# Records drawn from a dataset

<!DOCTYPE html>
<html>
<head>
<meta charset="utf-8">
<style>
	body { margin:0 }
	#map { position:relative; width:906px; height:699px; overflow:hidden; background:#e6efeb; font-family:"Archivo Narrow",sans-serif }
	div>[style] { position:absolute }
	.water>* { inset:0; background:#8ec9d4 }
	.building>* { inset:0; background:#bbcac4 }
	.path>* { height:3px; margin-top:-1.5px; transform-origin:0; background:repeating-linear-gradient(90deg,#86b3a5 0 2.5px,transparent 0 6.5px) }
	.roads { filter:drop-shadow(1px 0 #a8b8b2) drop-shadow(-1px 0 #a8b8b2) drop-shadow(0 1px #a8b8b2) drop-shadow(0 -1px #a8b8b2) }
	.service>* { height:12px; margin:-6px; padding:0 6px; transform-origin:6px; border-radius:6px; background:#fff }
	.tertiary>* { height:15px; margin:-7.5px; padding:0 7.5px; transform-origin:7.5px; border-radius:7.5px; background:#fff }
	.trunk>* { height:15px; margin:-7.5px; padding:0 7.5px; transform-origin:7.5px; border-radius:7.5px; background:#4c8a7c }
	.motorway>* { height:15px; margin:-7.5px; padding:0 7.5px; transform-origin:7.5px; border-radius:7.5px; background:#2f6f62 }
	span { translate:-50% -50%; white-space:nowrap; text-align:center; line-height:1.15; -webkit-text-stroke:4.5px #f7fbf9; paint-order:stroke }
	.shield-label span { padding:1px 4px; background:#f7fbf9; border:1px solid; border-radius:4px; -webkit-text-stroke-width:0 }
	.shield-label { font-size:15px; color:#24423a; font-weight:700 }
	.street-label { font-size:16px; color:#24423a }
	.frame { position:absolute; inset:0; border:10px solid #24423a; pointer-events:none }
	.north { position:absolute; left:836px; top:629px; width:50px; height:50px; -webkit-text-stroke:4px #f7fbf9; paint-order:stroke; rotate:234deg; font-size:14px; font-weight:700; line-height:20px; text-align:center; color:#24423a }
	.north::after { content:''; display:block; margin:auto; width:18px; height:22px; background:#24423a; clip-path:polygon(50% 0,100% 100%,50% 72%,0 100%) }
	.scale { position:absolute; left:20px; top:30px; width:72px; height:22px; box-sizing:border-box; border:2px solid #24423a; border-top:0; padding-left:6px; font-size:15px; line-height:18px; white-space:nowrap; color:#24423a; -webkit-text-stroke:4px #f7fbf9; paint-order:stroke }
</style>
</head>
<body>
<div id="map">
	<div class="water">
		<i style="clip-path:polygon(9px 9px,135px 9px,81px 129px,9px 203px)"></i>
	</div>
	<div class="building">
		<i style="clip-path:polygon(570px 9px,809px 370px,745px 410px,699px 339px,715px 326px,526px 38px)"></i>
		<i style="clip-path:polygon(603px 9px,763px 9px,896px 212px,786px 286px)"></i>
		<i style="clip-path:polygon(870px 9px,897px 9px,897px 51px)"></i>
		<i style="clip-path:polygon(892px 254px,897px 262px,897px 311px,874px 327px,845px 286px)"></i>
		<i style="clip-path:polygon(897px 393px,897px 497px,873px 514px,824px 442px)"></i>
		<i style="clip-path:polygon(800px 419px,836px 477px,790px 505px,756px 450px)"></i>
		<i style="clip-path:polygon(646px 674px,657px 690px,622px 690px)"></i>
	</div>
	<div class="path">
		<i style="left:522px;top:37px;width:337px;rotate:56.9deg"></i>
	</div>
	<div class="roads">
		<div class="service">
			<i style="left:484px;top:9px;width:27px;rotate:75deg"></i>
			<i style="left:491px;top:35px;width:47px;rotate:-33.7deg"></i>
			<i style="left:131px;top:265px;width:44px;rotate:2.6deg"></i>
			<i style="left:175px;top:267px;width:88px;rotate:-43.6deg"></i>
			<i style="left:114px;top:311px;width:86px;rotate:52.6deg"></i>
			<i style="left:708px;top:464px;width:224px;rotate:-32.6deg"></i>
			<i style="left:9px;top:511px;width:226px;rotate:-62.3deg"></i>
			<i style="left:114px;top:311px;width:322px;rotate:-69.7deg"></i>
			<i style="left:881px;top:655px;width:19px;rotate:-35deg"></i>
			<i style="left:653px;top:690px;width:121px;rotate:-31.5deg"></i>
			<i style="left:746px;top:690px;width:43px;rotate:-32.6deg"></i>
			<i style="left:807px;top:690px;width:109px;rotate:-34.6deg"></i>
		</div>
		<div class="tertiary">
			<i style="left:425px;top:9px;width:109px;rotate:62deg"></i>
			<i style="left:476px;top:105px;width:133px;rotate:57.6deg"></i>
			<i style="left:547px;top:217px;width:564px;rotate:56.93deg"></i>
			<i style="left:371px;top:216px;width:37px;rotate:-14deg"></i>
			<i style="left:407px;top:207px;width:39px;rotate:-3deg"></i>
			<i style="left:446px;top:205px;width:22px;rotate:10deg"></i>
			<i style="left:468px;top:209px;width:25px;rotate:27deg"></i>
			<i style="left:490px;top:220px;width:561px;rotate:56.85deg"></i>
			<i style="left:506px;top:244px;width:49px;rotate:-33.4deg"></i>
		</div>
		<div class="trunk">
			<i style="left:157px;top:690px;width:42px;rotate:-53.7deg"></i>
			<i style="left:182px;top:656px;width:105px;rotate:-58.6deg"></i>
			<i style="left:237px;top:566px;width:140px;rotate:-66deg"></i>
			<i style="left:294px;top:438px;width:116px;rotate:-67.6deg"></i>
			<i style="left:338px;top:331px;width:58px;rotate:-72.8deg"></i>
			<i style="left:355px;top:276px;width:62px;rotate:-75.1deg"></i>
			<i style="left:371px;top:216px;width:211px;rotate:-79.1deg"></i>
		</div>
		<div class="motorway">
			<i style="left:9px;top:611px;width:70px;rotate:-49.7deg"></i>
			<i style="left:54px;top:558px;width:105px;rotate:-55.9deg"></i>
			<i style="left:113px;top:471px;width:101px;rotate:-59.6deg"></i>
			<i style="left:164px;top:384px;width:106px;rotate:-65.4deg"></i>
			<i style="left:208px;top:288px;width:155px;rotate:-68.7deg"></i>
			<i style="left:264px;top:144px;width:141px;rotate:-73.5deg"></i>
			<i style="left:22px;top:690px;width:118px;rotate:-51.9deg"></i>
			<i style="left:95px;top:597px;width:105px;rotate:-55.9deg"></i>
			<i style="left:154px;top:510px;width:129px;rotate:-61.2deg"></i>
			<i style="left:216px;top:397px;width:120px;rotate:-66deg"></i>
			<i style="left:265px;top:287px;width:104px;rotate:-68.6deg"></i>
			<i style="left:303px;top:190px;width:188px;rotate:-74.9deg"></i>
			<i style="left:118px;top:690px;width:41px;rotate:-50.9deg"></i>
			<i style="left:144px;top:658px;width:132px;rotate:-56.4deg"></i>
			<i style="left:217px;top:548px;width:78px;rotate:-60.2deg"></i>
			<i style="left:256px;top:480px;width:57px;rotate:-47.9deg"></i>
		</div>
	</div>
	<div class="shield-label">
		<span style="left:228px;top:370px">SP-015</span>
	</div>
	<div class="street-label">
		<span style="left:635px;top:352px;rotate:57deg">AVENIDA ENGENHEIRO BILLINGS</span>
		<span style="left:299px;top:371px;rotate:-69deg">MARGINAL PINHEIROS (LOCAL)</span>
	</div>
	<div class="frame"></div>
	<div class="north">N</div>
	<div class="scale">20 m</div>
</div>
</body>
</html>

# ACTION ITEM
All lines above that include the word "roads" must be copied into the answer.

# SOLUTION
	.roads { filter:drop-shadow(1px 0 #a8b8b2) drop-shadow(-1px 0 #a8b8b2) drop-shadow(0 1px #a8b8b2) drop-shadow(0 -1px #a8b8b2) }
	<div class="roads">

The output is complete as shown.